Below are some of the questions we hear most often from patients who want to learn more about gait analysis and other services available through Mary Free Bed’s Motion Analysis Center.
What is motion analysis and how is it done at the Motion Analysis Center (MAC)?
Motion analysis is a detailed, computerized evaluation of your movement. Our Motion Analysis Center (or MAC, as we like to call it) uses special high-speed cameras, a lot like those used in your kids’ favorite video games or to animate movie characters. These cameras let us create a 3-D model of your movement pattern in our computer.
We also use other motion analysis tech, like special force scales built into the floor, muscle electrodes and pressure sensors. We can then graph your movements and see how they compare to normal movement. Our team of experts use this information to understand how you move.
Why undergo motion analysis?
Motion analysis at the Motion Analysis Center gives your treatment team better information about how you move. It offers a more comprehensive look than your rehabilitation specialists can get by observing you in an office or clinic setting. The information can be used in:
• Treatment planning.
• Carefully evaluating the effect of various treatments. This may include surgery, medication, therapy, bracing or assistive devices.

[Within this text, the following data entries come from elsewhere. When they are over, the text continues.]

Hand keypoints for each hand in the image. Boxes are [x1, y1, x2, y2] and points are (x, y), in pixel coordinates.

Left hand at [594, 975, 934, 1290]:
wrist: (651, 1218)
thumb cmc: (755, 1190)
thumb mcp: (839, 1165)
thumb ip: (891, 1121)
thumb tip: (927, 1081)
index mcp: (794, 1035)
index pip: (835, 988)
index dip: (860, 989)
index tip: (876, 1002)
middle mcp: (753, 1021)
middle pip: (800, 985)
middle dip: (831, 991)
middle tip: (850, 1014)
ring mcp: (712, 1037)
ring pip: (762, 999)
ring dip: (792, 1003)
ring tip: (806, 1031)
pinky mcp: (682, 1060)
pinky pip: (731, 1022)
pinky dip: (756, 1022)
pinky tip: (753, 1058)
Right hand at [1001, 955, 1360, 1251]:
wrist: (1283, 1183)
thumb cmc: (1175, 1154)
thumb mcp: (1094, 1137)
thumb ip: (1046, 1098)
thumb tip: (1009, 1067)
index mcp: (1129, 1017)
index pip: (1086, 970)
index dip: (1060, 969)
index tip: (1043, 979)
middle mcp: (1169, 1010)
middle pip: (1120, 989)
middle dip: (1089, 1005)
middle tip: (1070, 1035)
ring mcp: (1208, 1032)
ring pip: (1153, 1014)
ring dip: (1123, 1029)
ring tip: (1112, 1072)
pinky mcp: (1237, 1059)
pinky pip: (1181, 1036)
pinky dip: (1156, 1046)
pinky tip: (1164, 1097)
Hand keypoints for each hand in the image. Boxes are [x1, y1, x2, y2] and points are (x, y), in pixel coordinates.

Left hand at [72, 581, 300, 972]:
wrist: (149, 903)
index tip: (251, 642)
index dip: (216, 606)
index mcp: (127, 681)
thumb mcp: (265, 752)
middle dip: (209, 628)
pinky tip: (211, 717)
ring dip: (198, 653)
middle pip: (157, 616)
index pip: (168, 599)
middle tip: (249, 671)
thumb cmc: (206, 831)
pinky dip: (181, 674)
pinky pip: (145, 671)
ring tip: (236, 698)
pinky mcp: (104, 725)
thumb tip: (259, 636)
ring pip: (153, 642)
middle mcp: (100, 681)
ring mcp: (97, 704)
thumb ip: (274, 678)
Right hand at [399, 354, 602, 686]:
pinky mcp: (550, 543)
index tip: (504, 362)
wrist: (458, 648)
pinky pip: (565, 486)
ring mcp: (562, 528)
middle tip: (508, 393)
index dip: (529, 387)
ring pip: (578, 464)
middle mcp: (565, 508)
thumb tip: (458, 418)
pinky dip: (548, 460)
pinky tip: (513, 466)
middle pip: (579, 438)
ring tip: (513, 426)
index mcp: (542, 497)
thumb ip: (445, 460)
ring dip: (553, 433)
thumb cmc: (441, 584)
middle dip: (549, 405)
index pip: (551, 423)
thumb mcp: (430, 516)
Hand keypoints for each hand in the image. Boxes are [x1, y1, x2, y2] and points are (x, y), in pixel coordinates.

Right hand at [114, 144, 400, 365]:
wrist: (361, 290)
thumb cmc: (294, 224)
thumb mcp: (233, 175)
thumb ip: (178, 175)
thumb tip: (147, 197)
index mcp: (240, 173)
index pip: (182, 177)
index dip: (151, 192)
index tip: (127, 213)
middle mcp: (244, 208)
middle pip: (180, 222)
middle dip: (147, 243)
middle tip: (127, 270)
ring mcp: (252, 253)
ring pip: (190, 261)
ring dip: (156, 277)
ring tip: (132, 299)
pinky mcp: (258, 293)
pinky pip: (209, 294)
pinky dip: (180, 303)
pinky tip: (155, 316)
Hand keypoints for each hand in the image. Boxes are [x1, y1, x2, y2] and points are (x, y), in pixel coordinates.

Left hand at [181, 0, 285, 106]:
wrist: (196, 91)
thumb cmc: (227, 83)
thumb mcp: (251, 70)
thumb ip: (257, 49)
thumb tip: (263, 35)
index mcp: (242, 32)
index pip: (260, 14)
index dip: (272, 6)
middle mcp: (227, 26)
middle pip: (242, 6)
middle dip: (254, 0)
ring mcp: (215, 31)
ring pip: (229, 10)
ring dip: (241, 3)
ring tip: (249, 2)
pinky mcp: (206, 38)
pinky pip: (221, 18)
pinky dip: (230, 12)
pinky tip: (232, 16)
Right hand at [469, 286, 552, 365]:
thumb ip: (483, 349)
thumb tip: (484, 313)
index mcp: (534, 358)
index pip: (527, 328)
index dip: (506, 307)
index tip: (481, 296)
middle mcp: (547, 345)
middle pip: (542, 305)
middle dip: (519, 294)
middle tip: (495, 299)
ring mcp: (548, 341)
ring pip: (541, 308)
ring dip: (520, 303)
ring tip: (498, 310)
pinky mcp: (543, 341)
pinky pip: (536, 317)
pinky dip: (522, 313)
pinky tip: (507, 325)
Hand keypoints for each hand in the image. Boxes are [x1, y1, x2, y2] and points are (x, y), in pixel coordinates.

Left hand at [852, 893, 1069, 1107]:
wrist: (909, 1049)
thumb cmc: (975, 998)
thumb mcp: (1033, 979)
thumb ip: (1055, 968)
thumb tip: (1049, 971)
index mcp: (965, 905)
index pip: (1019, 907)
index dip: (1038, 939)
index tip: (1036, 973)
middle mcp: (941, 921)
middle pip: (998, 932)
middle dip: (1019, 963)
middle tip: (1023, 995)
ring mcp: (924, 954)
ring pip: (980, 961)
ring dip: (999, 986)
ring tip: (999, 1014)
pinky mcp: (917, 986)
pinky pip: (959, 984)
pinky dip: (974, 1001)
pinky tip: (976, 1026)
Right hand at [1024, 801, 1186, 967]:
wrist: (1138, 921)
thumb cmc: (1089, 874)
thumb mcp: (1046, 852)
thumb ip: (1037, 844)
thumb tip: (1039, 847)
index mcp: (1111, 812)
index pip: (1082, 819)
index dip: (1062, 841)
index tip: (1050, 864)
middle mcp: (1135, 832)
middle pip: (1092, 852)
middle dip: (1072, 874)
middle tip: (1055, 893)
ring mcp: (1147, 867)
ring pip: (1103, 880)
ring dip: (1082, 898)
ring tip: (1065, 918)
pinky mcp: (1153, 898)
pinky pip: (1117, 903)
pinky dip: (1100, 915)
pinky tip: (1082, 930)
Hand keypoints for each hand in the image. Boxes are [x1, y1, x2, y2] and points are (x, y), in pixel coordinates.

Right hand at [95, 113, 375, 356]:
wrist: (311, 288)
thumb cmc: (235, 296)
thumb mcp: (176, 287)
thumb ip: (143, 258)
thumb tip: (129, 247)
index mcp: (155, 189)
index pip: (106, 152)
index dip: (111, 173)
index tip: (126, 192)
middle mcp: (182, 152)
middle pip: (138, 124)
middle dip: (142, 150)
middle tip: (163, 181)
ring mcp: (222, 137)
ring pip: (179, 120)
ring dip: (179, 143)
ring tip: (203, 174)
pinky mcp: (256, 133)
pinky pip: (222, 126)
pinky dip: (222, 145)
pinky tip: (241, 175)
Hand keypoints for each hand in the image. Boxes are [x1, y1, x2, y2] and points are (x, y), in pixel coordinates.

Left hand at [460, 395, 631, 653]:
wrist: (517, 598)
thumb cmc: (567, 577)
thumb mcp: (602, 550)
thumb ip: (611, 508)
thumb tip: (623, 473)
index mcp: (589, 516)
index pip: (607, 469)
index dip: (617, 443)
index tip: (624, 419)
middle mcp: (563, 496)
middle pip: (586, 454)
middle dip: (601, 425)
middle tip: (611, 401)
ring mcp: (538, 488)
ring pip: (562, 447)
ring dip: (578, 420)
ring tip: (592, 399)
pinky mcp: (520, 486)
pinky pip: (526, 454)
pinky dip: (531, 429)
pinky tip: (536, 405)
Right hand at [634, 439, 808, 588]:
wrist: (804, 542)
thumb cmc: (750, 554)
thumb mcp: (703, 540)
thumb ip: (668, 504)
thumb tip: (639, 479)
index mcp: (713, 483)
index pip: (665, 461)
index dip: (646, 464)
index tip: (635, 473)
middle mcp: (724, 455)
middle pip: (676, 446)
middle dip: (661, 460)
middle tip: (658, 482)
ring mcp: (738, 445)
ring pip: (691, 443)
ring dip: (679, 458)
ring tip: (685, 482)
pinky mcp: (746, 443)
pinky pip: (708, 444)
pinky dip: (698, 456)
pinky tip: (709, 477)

• Monitoring change in your movement ability over time.
How long does motion analysis take?
A motion analysis test can take anywhere from 2.5 to 4 hours. This depends on your endurance and other testing factors. If your child is having a test, your presence is requested in the waiting area or by your child’s side.
Does motion analysis hurt?
There shouldn’t be any pain during your motion analysis. Patients tell us that the most uncomfortable part is when we remove the tape that holds the markers and motion sensors on your skin. If you get tired during the study, you can take a break at any time.
What happens with the information from my motion analysis?
The team of experts at the MAC will sit down together to review the information they gathered from your test. This happens within a week or two of the test. The MAC team creates a detailed report of your motion analysis test and their recommendations. This information will be passed along to your doctor within 4 weeks of your analysis. Talk to the MAC staff if your doctor needs the results sooner (for example, if surgery is scheduled).
Your doctor will likely review the motion analysis report with you at your next visit. You and your doctor will decide how to use the information as part of your rehabilitation.
Will I need to come back to the MAC in the future?
You may need to return for another analysis, but there’d likely be a few months or even years between studies. The information we collect about your movements at any point in time can be compared to your movements at a different time. This is very helpful in the event there’s been a major change or treatment.
What happens during my visit to the MAC?
Your visit begins with a brief introduction to the team and an orientation. You’ll be asked to change into clothes you’ve brought from home (see next section), and then you’ll be directed in several activities such as:
• Videotaping of your walking and other movements
• Foot print analysis
• Physical examination to get careful measurements of your body
• Electromyography (EMG) to record what your muscles do as you move
• Video motion capture to create a 3-D model of your movement (10 special cameras capture the movement of reflectors placed on your body)
Your visit will include a break with a snack and juice offered by the MAC. You’re welcome to take a break at any point of the test if you feel tired.
What should I bring for my motion analysis?
If you’ll be doing a walking test, you’ll be asked to bring any assistive devices or braces you use on a daily basis. These include
• Ankle or leg braces (AFO, KAFO, etc.)
Wear comfortable but fitted clothes that will let our motion analysis cameras get a clear view of your legs and the reflectors taped on them. We recommend close-fitting bike or exercise shorts, as these allow some modesty, but don’t interfere with our technological equipment. Female patients should wear a swimsuit top or sports bra so that we can access your sternum (breast bone), spine and lower torso. Male patients can go without a shirt.
Are there educational opportunities available for clinicians and physicians at the MAC?
MAC team members are happy to share their expertise with other medical and rehabilitation providers. We offer in-service lectures, mailings and in-lab presentations for physicians and other clinicians in Grand Rapids, West Michigan and beyond. In-service topics include the role of computerized gait analysis on clinical decisions, cost vs. benefit of biomechanical gait analysis and others.
We’re proud to be affiliated with Grand Valley State University’s physical therapy program, where MAC staff serve as adjunct instructors to physical therapy graduate students. MAC staff members often serve as research project advisors to students focusing on biomechanics and gate analysis. A portion of the start-up funding for the Motion Analysis Center was received from the Steelcase Foundation with help from the Development Office at Grand Valley State University.
The MAC regularly hosts undergraduate interns from a variety of colleges and universities in the region, such as GVSU, the University of Michigan, Hope College and Cornerstone University.